┌─ RECORDS FOR THE TASK

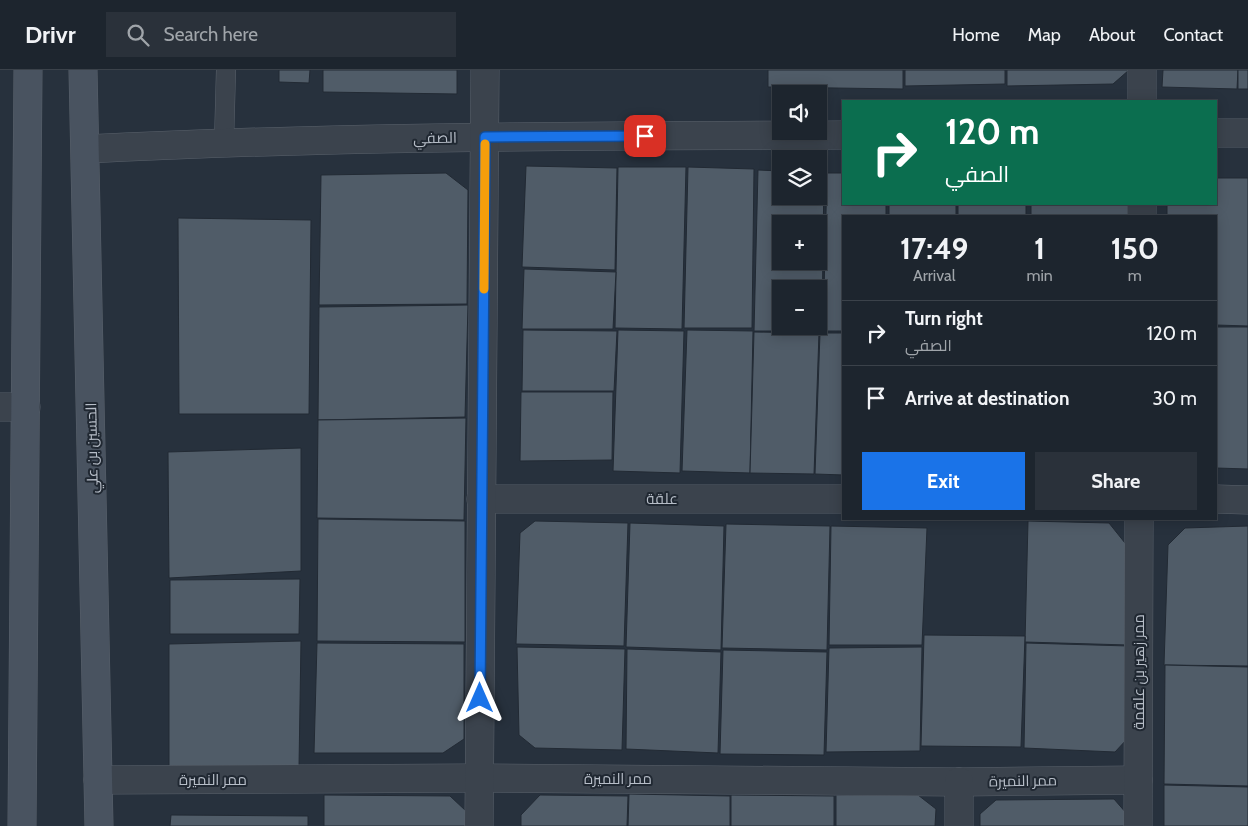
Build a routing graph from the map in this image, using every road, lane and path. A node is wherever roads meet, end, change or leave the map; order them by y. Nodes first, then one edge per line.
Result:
1 (28, 70) edge
2 (83, 70) edge
3 (226, 70) edge
4 (485, 70) edge
5 (1142, 70) edge
6 (1142, 100) edge
7 (1217, 133) edge
8 (1248, 133) edge
9 (842, 135) edge
10 (485, 137) junction
11 (224, 142) junction
12 (86, 148) junction
13 (13, 407) edge
14 (481, 498) junction
15 (842, 499) edge
16 (1217, 499) edge
17 (1248, 500) edge
18 (1139, 520) edge
19 (479, 778) junction
20 (98, 780) junction
21 (1138, 780) junction
22 (959, 782) junction
23 (22, 826) edge
24 (99, 826) edge
25 (478, 826) edge
26 (959, 826) edge
27 (1138, 826) edge

1 - 13 street
2 - 12 street, الحسين بن علي
3 - 11 lane
4 - 10 street
5 - 6 street
7 - 8 street
9 - 10 street, الصفي
10 - 11 street, الصفي
10 - 14 street
11 - 12 street, الصفي
12 - 20 street, الحسين بن علي
13 - 23 street
14 - 15 street, علقة
14 - 19 street
16 - 17 street
18 - 21 street, ممر زهير بن علقمة
19 - 20 street, ممر النميرة
19 - 22 street, ممر النميرة
19 - 25 street
20 - 24 street, الحسين بن علي
21 - 22 street, ممر النميرة
21 - 27 street, ممر زهير بن علقمة
22 - 26 street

└─

## DESCRIPTION OF THE TASK
Could the entries above be printed again exactly, apart from the pictures?

## EXERCISE OUTPUT
Build a routing graph from the map in this image, using every road, lane and path. A node is wherever roads meet, end, change or leave the map; order them by y. Nodes first, then one edge per line.
Result:
1 (28, 70) edge
2 (83, 70) edge
3 (226, 70) edge
4 (485, 70) edge
5 (1142, 70) edge
6 (1142, 100) edge
7 (1217, 133) edge
8 (1248, 133) edge
9 (842, 135) edge
10 (485, 137) junction
11 (224, 142) junction
12 (86, 148) junction
13 (13, 407) edge
14 (481, 498) junction
15 (842, 499) edge
16 (1217, 499) edge
17 (1248, 500) edge
18 (1139, 520) edge
19 (479, 778) junction
20 (98, 780) junction
21 (1138, 780) junction
22 (959, 782) junction
23 (22, 826) edge
24 (99, 826) edge
25 (478, 826) edge
26 (959, 826) edge
27 (1138, 826) edge

1 - 13 street
2 - 12 street, الحسين بن علي
3 - 11 lane
4 - 10 street
5 - 6 street
7 - 8 street
9 - 10 street, الصفي
10 - 11 street, الصفي
10 - 14 street
11 - 12 street, الصفي
12 - 20 street, الحسين بن علي
13 - 23 street
14 - 15 street, علقة
14 - 19 street
16 - 17 street
18 - 21 street, ممر زهير بن علقمة
19 - 20 street, ممر النميرة
19 - 22 street, ممر النميرة
19 - 25 street
20 - 24 street, الحسين بن علي
21 - 22 street, ممر النميرة
21 - 27 street, ممر زهير بن علقمة
22 - 26 street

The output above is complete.